The Invention of Tradition

(and reference to Welsh and Unitarian inventions)

Tradition in pre-industrial and pre-urban societies is a normal and overarching condition of interlocking customs that represent in their parts a world view and social forces in some balance. Custom is practice and often a means by which matters work, so it must fall within the world view, its structures and represent these. Custom acquires symbolic and communicative power in these traditional settings and this reciprocates added authority to the social setting and behaviours. People are in authority as a result of passing through the correct ritual demands according to interlocking customs. Feudal structure were elaborate but all contenders had to pass through the right hoops and even the lowest orders knew their places and behaviours. Everything has its place, and in its place everything operates around a series of rewards and sanctions. Common land worked because of the customs of use. Tradition here is in the present day, and although custom is something established each one lives and falls in a changeable balance, the personnel having means change should social forces alter

We regard customs, things that people do together and understand, as rich in traditional societies, but all societies and cultures have them. Even in contemporary settings, customs arise to facilitate rational actions, either by making much we do automatic or by giving place and space to actions. An example is driving a car with other road users around, the Highway Code and considerably more. There may be some symbolic value to such customs but they really do have facilitative purposes. A civilised society is one that gives way, for example, and waves appreciation when a car gives way. It says something about us as a people.
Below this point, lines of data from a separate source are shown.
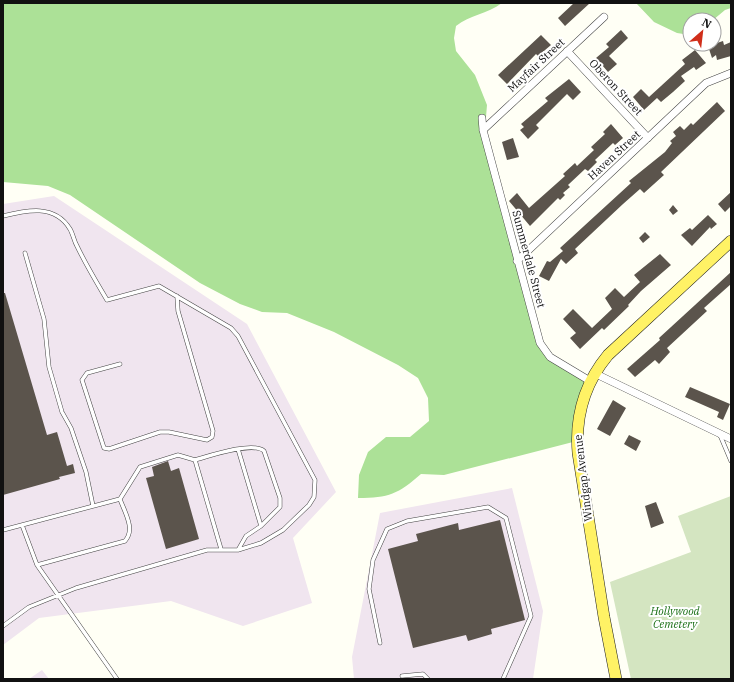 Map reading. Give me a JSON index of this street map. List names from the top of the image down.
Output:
{
  "streets": {
    "main road": ["Windgap Avenue"],
    "street": [
      "Mayfair Street",
      "Oberon Street",
      "Haven Street",
      "Summerdale Street"
    ]
  },
  "crossings": [
    ["Mayfair Street", "Oberon Street"],
    ["Mayfair Street", "Summerdale Street"],
    ["Oberon Street", "Haven Street"],
    ["Haven Street", "Summerdale Street"],
    ["Summerdale Street", "Windgap Avenue"]
  ],
  "parks": ["Hollywood Cemetery"],
  "north": "top right"
}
The image of modernity is seeking to strip symbolic power to a minimum in favour of rational action. Symbolism is seen as waste as authority comes from rationality. Rational communication seeks to be without waste and to pursue the truth. Of course this is not true: all communication needs signs and symbols. They are a given as a means, although contents changed as shared meanings change. Postmodernity has more time for symbolic play within the flux of communicative action and the ambiguity of relative transient truths. It is likely to seek extra symbolic richer meanings yet unclear in a setting where the symbolism is not tying itself into a major overall world view as it did in traditional society. However, some symbolic meanings as added extras want to to tap into a distant past. They see value in connecting us not just through space into a community, but through time. We add to the sense of who we are by affirming something we think we were.

Whether in modernity or postmodernity, the invented tradition does try to gain authority and deliver identity by reference to a significant past. We want to be something of what we were. Usually some sort of present day need requires a reference to the past. This shows that rationality is insufficient and that postmodernity needs more than a play with meanings. People look for reference points in continuity and identity, even if those points in the past are made up, or the real past now is seen to be useful in a different way from then. After all, we live in different times and the past is another country.

The terminology of invented tradition is for both deliberately started traditions and those which emerge somewhat spontaneously. Both these means are creative and arguably somewhat devious and deceptive in application. The motive of these inventions is contemporary, and accuracy to the past is hardly necessary past. These invented traditions may or may not have a factual root but their continuity with that root is the operative fiction. The sentiment drawn upon can either go into the distant past or refer to a precise date of important events for a people or nation.

In both cases the invented tradition tries to appear continuous with the past in order to give added legitimacy to what it represents for contemporary purposes. It can either relate to another event in past time or give the impression that it has its own lengthened authoritative history and its own past gives it staying power. Time is not simply a great healer but gives the impression of solidity and reliability through the test of challenges in time.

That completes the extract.